* _Exercise prompt_
Copy every line in the records below that contains the word "order".

* _Source material_
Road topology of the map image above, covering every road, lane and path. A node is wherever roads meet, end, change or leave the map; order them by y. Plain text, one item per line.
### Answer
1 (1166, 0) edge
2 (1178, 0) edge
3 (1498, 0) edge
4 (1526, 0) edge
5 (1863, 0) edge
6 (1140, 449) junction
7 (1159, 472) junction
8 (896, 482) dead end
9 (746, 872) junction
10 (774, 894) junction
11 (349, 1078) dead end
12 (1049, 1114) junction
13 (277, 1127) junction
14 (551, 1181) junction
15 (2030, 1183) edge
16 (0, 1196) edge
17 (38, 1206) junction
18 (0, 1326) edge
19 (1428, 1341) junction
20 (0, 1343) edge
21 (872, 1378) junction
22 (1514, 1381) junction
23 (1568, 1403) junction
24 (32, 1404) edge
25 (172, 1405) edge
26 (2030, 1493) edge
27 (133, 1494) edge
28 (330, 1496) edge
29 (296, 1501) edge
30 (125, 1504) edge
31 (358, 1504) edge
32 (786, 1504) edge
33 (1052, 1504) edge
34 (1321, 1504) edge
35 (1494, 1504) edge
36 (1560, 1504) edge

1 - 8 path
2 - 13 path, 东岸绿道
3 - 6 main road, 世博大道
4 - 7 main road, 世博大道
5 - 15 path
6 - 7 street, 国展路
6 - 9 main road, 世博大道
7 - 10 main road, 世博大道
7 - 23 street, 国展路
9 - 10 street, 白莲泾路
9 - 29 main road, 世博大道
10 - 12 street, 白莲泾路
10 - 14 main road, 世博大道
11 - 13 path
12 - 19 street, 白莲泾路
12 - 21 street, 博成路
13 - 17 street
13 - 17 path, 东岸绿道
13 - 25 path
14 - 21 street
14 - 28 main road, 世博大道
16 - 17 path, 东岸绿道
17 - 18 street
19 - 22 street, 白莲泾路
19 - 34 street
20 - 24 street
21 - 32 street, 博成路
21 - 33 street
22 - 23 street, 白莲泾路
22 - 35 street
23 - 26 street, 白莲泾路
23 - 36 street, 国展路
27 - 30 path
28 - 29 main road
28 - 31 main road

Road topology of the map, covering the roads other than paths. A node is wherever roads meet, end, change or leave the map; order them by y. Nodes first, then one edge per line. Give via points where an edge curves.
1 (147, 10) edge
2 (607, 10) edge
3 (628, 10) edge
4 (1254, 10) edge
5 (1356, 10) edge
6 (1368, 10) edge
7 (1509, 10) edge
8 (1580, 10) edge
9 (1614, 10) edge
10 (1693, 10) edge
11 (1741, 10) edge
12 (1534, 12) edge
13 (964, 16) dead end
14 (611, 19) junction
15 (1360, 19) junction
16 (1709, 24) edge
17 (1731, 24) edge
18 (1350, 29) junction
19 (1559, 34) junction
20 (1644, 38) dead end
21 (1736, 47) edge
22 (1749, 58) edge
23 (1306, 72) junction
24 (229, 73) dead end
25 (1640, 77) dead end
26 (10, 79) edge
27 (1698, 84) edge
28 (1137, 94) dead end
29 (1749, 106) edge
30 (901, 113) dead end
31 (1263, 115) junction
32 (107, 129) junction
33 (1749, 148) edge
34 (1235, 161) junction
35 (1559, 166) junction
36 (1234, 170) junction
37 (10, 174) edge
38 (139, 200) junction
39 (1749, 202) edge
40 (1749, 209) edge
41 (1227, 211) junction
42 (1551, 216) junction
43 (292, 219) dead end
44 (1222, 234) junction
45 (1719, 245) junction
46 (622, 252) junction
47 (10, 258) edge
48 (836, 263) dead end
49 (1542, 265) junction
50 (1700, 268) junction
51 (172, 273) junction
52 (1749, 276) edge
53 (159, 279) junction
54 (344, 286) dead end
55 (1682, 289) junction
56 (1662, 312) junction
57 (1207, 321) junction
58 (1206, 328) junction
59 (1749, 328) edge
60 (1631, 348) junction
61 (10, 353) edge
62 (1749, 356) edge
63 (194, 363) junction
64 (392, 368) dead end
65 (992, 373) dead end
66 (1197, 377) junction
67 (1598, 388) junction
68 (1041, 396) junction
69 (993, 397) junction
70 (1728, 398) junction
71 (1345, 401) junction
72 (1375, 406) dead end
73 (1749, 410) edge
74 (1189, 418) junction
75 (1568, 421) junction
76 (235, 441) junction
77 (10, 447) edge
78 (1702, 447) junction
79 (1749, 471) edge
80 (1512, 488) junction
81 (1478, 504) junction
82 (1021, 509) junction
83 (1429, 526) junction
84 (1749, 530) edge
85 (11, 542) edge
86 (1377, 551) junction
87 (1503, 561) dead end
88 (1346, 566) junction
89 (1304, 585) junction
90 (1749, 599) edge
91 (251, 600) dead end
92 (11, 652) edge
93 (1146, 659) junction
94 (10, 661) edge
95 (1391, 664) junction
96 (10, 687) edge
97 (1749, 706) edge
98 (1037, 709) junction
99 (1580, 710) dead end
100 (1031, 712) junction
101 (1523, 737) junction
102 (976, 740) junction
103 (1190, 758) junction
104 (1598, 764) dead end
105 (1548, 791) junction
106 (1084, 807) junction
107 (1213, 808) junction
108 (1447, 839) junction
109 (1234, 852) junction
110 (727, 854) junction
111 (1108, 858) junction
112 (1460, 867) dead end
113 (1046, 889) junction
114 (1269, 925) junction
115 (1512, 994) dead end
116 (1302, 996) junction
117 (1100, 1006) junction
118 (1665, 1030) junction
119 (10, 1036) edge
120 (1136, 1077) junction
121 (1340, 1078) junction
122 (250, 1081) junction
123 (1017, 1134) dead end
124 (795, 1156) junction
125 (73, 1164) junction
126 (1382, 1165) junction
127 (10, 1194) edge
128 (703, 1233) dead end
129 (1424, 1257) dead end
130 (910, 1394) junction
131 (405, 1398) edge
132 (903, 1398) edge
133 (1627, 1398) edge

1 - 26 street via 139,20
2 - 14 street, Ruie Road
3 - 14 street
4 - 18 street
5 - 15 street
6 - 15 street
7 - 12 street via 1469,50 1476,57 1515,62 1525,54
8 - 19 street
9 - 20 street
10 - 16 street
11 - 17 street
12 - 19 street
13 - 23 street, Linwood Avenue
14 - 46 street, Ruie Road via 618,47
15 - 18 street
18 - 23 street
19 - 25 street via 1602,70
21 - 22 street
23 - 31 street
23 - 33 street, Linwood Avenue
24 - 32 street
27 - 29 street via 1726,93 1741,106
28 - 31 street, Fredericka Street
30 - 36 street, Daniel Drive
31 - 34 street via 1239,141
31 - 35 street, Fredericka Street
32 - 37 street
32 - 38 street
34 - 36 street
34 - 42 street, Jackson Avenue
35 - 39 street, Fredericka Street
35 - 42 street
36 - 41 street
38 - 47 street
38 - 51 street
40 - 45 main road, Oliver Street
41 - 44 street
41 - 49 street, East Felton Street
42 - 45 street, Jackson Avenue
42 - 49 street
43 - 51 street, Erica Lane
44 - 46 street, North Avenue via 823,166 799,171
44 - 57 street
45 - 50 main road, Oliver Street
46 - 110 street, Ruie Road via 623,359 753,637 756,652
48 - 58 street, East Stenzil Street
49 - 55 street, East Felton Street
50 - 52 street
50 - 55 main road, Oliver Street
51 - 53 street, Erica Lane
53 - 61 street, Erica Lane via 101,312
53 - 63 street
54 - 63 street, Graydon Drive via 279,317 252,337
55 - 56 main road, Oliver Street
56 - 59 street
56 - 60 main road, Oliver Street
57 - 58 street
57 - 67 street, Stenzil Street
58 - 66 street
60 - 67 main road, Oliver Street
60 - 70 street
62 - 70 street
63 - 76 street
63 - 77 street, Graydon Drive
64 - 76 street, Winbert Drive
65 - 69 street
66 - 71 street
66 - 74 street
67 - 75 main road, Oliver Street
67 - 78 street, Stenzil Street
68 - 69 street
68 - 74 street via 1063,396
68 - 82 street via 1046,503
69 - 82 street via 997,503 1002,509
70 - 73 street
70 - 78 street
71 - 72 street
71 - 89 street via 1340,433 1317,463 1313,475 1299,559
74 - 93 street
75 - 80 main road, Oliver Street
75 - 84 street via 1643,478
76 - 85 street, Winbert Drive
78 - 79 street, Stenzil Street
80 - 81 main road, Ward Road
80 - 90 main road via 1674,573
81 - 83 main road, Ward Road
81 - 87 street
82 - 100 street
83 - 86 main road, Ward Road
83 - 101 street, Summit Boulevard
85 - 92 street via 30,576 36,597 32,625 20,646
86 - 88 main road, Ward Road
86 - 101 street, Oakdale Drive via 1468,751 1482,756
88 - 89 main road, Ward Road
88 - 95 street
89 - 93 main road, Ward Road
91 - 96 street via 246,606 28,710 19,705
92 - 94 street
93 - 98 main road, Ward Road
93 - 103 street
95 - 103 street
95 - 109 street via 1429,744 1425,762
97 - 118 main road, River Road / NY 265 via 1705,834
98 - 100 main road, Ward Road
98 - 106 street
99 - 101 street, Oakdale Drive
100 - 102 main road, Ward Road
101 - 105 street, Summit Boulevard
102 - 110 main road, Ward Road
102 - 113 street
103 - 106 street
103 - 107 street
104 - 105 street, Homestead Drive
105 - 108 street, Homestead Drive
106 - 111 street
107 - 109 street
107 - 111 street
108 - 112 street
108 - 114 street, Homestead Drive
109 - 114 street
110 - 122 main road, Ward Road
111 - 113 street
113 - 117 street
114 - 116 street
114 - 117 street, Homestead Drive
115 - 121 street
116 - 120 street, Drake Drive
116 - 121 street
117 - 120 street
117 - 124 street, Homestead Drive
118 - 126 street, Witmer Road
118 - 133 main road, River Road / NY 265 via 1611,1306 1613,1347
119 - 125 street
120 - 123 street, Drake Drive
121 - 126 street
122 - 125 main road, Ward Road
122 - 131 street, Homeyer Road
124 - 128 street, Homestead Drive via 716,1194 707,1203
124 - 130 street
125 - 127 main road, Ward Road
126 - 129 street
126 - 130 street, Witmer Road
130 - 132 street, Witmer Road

* _Exercise response_
Road topology of the map image above, covering every road, lane and path. A node is wherever roads meet, end, change or leave the map; order them by y. Plain text, one item per line.
Road topology of the map, covering the roads other than paths. A node is wherever roads meet, end, change or leave the map; order them by y. Nodes first, then one edge per line. Give via points where an edge curves.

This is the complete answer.